Anticipating new security weaknesses, and taking steps to reduce their exposure in a more Internet-connected home or small office, can shrink some of those “attack surfaces,” he says.
First, Michaud says, use a separate email account for your finance and banking services from the email account you use to manage your IoT devices. That prevents banking spam emails from going to your banking email account, as no other service should have that email account address other than your financial institutions. And if you’re not getting spam sent to an account, the logic goes, you’re not likely to see email-based phishing attacks, either.
Another preemptive technique he recommends is investing in a modern Wi-Fi router that supports guest networks. Many modern routers’ setup assistants help users create guest networks, a feature that can be used to segment all your IoT devices, from lightbulbs to door locks to voice-activated personal assistants, away from your phones, laptops, and tablets. When you set up a separate network for your IoT devices, a hacker can’t use a vulnerability in it to reach your more valuable devices, such as your laptop or phone.

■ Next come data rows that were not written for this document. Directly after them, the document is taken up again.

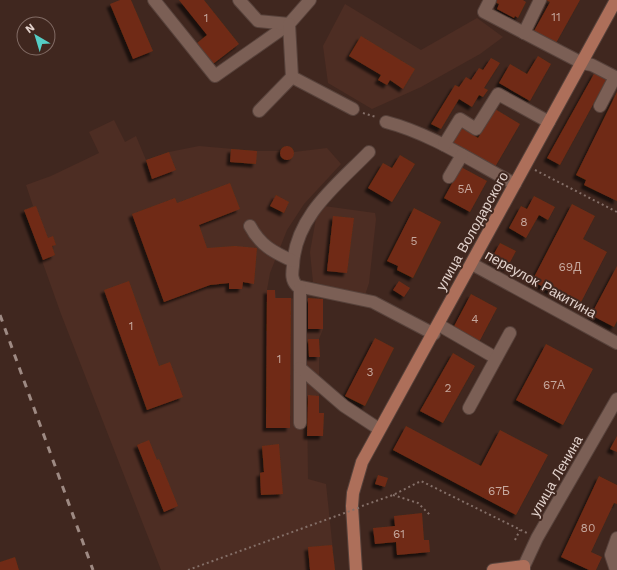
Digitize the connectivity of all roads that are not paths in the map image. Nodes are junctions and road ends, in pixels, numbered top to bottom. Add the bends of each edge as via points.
1 (154, 0) edge
2 (239, 0) edge
3 (310, 0) edge
4 (490, 0) edge
5 (540, 0) edge
6 (616, 0) edge
7 (289, 24) junction
8 (524, 33) junction
9 (582, 63) junction
10 (292, 78) junction
11 (616, 78) edge
12 (600, 106) dead end
13 (353, 108) road end
14 (258, 111) dead end
15 (386, 122) road end
16 (549, 122) junction
17 (444, 145) junction
18 (369, 152) dead end
19 (462, 155) junction
20 (449, 177) dead end
21 (515, 184) junction
22 (250, 226) dead end
23 (293, 261) junction
24 (472, 264) junction
25 (300, 287) junction
26 (436, 329) junction
27 (510, 333) dead end
28 (617, 343) edge
29 (496, 358) junction
30 (300, 368) junction
31 (617, 398) edge
32 (469, 408) dead end
33 (300, 423) dead end
34 (379, 429) junction
35 (617, 538) edge
36 (524, 568) edge
37 (356, 570) edge
38 (494, 570) edge
39 (616, 570) edge

1 - 7 street via 215,76
2 - 7 street via 258,21
3 - 7 street
4 - 8 street via 484,12
5 - 8 street
6 - 9 main road, улица Володарского
7 - 10 street
8 - 9 street
9 - 11 street via 592,65
9 - 16 main road, улица Володарского
10 - 13 street
10 - 14 street
11 - 12 street
15 - 17 street via 410,129
16 - 17 street via 498,94 476,129 460,120
16 - 21 main road, улица Володарского
17 - 19 street
18 - 23 street via 308,217 299,235
19 - 20 street
19 - 21 street
21 - 24 main road, улица Володарского
22 - 23 street via 256,237 268,249
23 - 25 street via 293,280
24 - 26 main road, улица Володарского
24 - 28 street, переулок Ракитина
25 - 26 street via 373,302
25 - 30 street
26 - 29 street
26 - 34 main road, улица Володарского
27 - 29 street
29 - 32 street
30 - 33 street
30 - 34 street via 344,406
31 - 36 street, улица Ленина via 537,538
34 - 37 main road, улица Володарского via 362,462 352,506
35 - 39 street via 611,555
36 - 38 main road

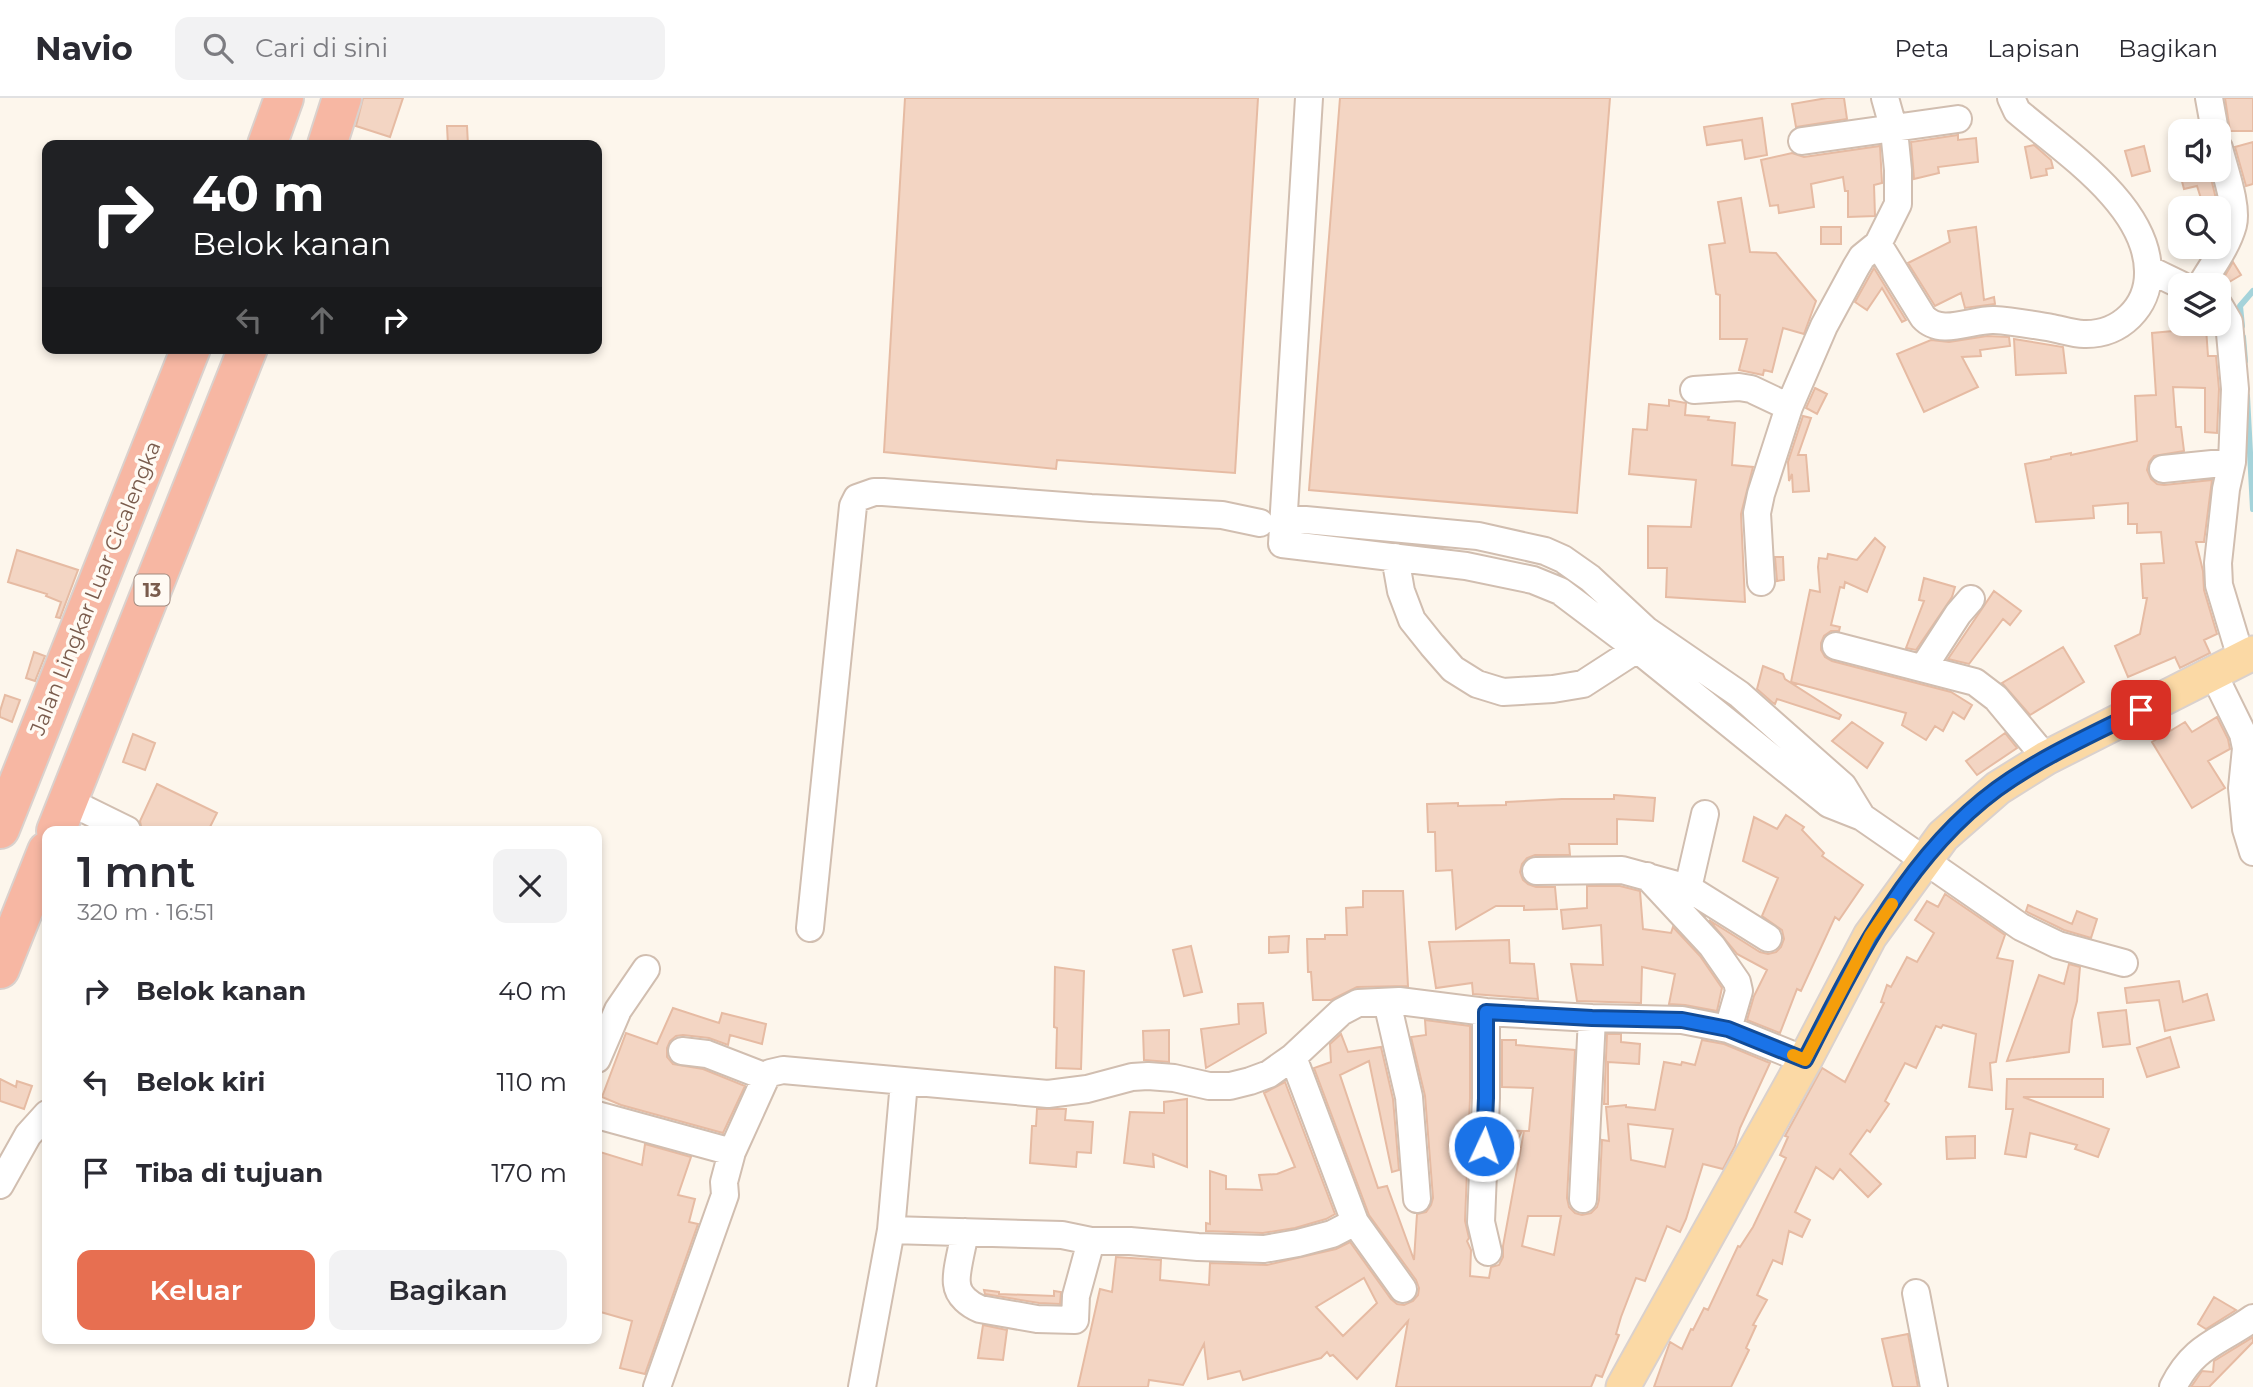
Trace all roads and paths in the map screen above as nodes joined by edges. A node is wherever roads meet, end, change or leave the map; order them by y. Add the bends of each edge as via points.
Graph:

However, Michaud cautions, some devices don’t work as well when on a guest network, and some routers don’t do a good job of separating IoT traffic from laptop or phone traffic.
“All these IoT devices are coming out, and yet our routers are still not built for IoT devices,” he says. “They’ve been focused on making sure your devices can get enough bandwidth, as they need it. They’re not built for IoT security.”
Users will be forced to choose between security and convenience until IoT devices have been engineered to run smoothly on guest network, and vice versa, he says. Today, connected devices simply don’t work as well on networks with multiple SSID (service set identifier) names.
Michaud also recommends checking out an IoT device vendor’s website before purchasing a product, and making sure that the company has a vulnerability disclosure policy. Many IoT vendors say they have “bank-grade” or “military-grade” security, he says. That just means that information sent by the device uses Secure Sockets Layer, or SSL, which protects data in transit—but not against the exploitation of software vulnerabilities.
“It doesn’t tell you about any application security written in their code, their cloud environment, their service environment. It just means that they don’t know what they’re talking about,” he says. “They told that to the marketing team.”